Even a year ago, I never would have believed I could fall out of love with Patrick.

We met on a summer night when I was only 13 and waiting for something to happen, already longing to get up in the middle of the night and just turn the doorknob and start walking: disappear one night and show up a few years later under a different name and a Broadway marquee.

Patrick was the perfect man, or what at 13 I expected the perfect man to be like: handsome, melancholy, sensitive, gifted, passionate. We grew together. We shared the same friends. I can't say I knew everything about him, but I knew him so well that there were things I knew about him that he didn't know about himself.

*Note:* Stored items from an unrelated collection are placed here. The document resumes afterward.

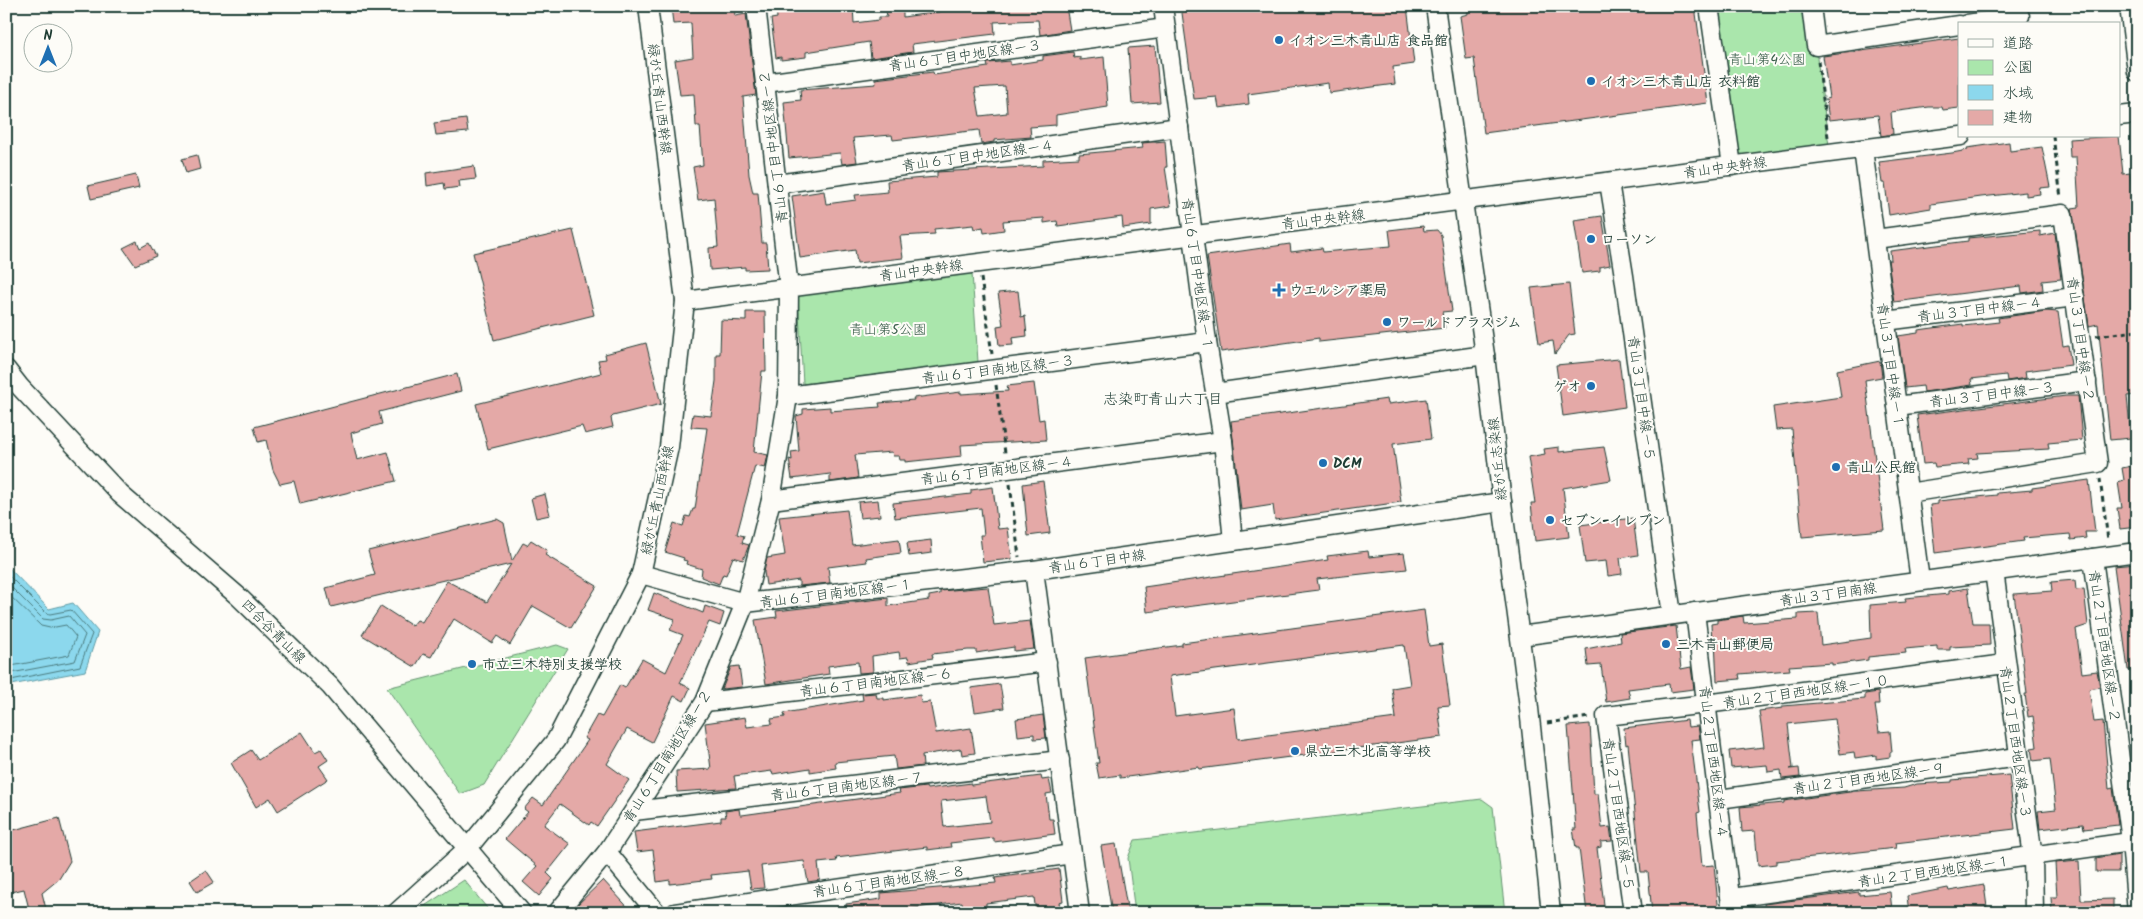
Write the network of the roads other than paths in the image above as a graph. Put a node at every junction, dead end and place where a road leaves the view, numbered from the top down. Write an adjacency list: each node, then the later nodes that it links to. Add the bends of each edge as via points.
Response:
1 (648, 6): 27 (street, 緑が丘青山西幹線)
2 (756, 6): 13 (street, 青山６丁目中地区線ー２)
3 (1163, 6): 11 (street, 青山６丁目中地区線ー１)
4 (1436, 6): 22 (street, 緑が丘志染線)
5 (1709, 6): 19 (street)
6 (1811, 6): 10 (street, via 1816,46)
7 (2129, 6): 12 (street)
8 (2020, 15): 9 (street)
9 (1979, 22)
10 (1958, 25)
11 (1166, 28): 13 (street, 青山６丁目中地区線ー３); 16 (street, 青山６丁目中地区線ー１)
12 (2137, 72)
13 (765, 83): 21 (street, 青山６丁目中地区線ー２)
14 (2137, 114): 15 (street)
15 (2120, 116)
16 (1179, 127): 21 (street, 青山６丁目中地区線ー４); 23 (street, 青山６丁目中地区線ー１)
17 (1958, 136): 18 (street, 青山中央幹線)
18 (1862, 149): 19 (street, 青山中央幹線); 24 (street, 青山３丁目中線ー１)
19 (1732, 166): 20 (street, 青山中央幹線)
20 (1609, 182): 22 (street, 青山中央幹線); 49 (street, 青山３丁目中線ー５)
21 (777, 184): 25 (street, 青山６丁目中地区線ー２)
22 (1464, 201): 23 (street, 青山中央幹線); 30 (street, 緑が丘志染線)
23 (1192, 234): 25 (street, 青山中央幹線); 29 (street, 青山６丁目中地区線ー１)
24 (1874, 239): 26 (street, 青山３丁目中線ー２, via 2063,214); 28 (street, 青山３丁目中線ー１)
25 (789, 288): 27 (street, 青山中央幹線); 34 (street, 青山６丁目南地区線ー２)
26 (2075, 297): 28 (street, 青山３丁目中線ー４); 32 (street, 青山３丁目中線ー２)
27 (686, 302): 45 (street, 緑が丘青山西幹線, via 669,447)
28 (1885, 320): 35 (street, 青山３丁目中線ー１)
29 (1207, 342): 33 (street, 青山６丁目中地区線ー１); 34 (street, 青山６丁目南地区線ー３)
30 (1485, 355): 33 (street); 39 (street, 緑が丘志染線)
31 (6, 369): 61 (street, 四合谷青山線, via 120,494 239,597 330,686)
32 (2086, 382): 35 (street, 青山３丁目中線ー３); 37 (street, 青山３丁目中線ー２, via 2098,462)
33 (1215, 393): 36 (street, 青山６丁目中地区線ー１)
34 (788, 396): 38 (street, 青山６丁目南地区線ー２)
35 (1897, 406): 37 (street, 青山３丁目中線ー１)
36 (1223, 441): 38 (street, 青山６丁目南地区線ー４); 40 (street, 青山６丁目中地区線ー１)
37 (1908, 493): 46 (street, 青山３丁目中線ー１)
38 (772, 500): 47 (street, 青山６丁目南地区線ー２)
39 (1502, 502): 40 (street, 青山６丁目中線); 50 (street, 緑が丘志染線)
40 (1233, 541): 43 (street, 青山６丁目中線)
41 (2137, 552): 42 (street, 青山３丁目南線)
42 (2102, 556): 44 (street, 青山３丁目南線); 60 (street, 青山２丁目西地区線ー２)
43 (1027, 570): 47 (street, 青山６丁目南地区線ー１); 51 (street, 青山６丁目中線)
44 (1994, 571): 46 (street, 青山３丁目南線); 52 (street, 青山２丁目西地区線ー３)
45 (641, 574): 47 (street, 青山６丁目南地区線ー１); 61 (street, 緑が丘青山西幹線, via 556,740)
46 (1920, 581): 48 (street, 青山３丁目南線)
47 (745, 603): 53 (street, 青山６丁目南地区線ー２)
48 (1695, 612): 49 (street, 青山３丁目南線); 54 (street, 青山２丁目西地区線ー４)
49 (1672, 615): 50 (street, 青山３丁目南線)
50 (1520, 636): 72 (street, 緑が丘志染線)
51 (1047, 662): 53 (street, 青山６丁目南地区線ー６); 57 (street, 青山６丁目中線)
52 (2005, 664): 54 (street, 青山２丁目西地区線ー１０); 56 (street, 青山２丁目西地区線ー３)
53 (705, 702): 59 (street, 青山６丁目南地区線ー２)
54 (1706, 704): 55 (street, 青山２丁目西地区線ー１０); 58 (street, 青山２丁目西地区線ー４)
55 (1606, 716): 73 (street, 青山２丁目西地区線ー５)
56 (2018, 757): 58 (street, 青山２丁目西地区線ー９); 64 (street, 青山２丁目西地区線ー３)
57 (1060, 760): 59 (street, 青山６丁目南地区線ー７); 63 (street, 青山６丁目中線)
58 (1719, 799): 65 (street, 青山２丁目西地区線ー４)
59 (634, 811): 62 (street, 青山６丁目南地区線ー２)
60 (2134, 841): 64 (street, 青山２丁目西地区線ー１); 75 (street, 青山２丁目西地区線ー２)
61 (468, 848): 66 (street, 緑が丘青山西幹線); 67 (street, 四合谷青山線)
62 (607, 852): 68 (street, 青山６丁目南地区線ー２); 69 (street)
63 (1072, 854): 70 (street, 青山６丁目南地区線ー８); 71 (street, 青山６丁目中線)
64 (2033, 857): 65 (street, 青山２丁目西地区線ー１); 74 (street, 青山２丁目西地区線ー３)
65 (1732, 905)
66 (396, 913)
67 (522, 913)
68 (557, 913)
69 (657, 913)
70 (675, 913)
71 (1080, 913)
72 (1551, 913)
73 (1633, 913)
74 (2034, 913)
75 (2137, 913)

We were together for 16 years and even until last year I was as much in love with him as ever.

I had a vacation in Phoenix with my parents over the New Year, and when I got back, it just wasn't the same.

There was no reason. He did nothing wrong. Perhaps I'd just come to know him too well; perhaps  I couldn't think of any more secrets of his that I wanted to discover.  Perhaps I'd outgrown his melancholy. I started to stay away and when I did try to spend time with him, I found myself slack, unmotivated, even faintly repulsed. I could never stay long.

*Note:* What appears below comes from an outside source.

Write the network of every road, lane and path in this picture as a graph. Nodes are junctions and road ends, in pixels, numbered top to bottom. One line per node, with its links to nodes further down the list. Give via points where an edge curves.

Clearly I was the one who grew away. Patrick has not changed. I know now that he never will. He will always be glad to see me - and in truth, when he crosses my mind, it's with a sweetness and a true affection.  I can imagine that someday, in months or years, I'll have a sudden urge and meet him again and find myself amazed to think I let things drift so long. I could fall in love with Patrick again. After all, he's handsome, melancholy, sensitive, gifted and passionate.

But for now, I have  Jonathan, who has eyes like lightning, and Asher, who's so unpredictable, and Vova, who's no good but is a genius, and Michael, who's beautiful but weak. None of them will stay forever; none will be the love of my writing life. That will always be Patrick - no matter how long we're apart.

Tuesday, 11 June 2013

Introducing Asher

   ASHER LEVINE believes in the Messiah. Not an idealistic impostor who was born of a virgin 2000 years ago, but a great politician who could come at any time. And Asher believes his job is to make the path smooth, the crooked places straight. He will be the Messiah’s mentor, guide and discoverer. He is Britain’s secular prophet. For years he sees Jonathan as his Messiah, with his weak-minded younger cousin Zachariah as his herald, but when Jonathan dies he wants to create a replacement.
   Asher’s creative in bed and at work – and that’s about it. He doesn’t waste imagination on anything else, like conversation or events or leisure. He pours all his energy into his legacy, and views love as a distraction. Asher is completely decorous in public life, but he is an epicure – he loves exquisite food and exquisite women, but only if they belong to him. He has a horror of fathering a bastard, which he would see as weakening his line.
   After the tragedy of his first wife’s and unborn child’s death in his late 20s, Asher is determined to be in control of every situation and person in his life, and this resolution will prove his downfall.

Introducing Jonathan

JONATHAN LEVINE loves women, fashion, the intricacies of politics, and anything retro. He successfully combines street-wise confidence with idealism and a natty pencil moustache. Jonathan is dyslexic but makes up for it with a remarkable memory and a quick tongue. He is a believer with nothing to believe in. His posh political family is his blessing and his curse: Uncle Asher, the Home Secretary, made a good job of his education, training and style, but Jonathan can’t give him the unquestioning loyalty he demands.
   Louche, generous and elegant, Jonathan is irresistible to women – and they are irresistible to him. Borderline promiscuous, Jonathan’s relationships never last long. Why let anyone in when she’d only get hurt?
   Because Jonathan is going to die young. He’ll be 34 when his number is up. Pity he meets the love of his life when he is 33.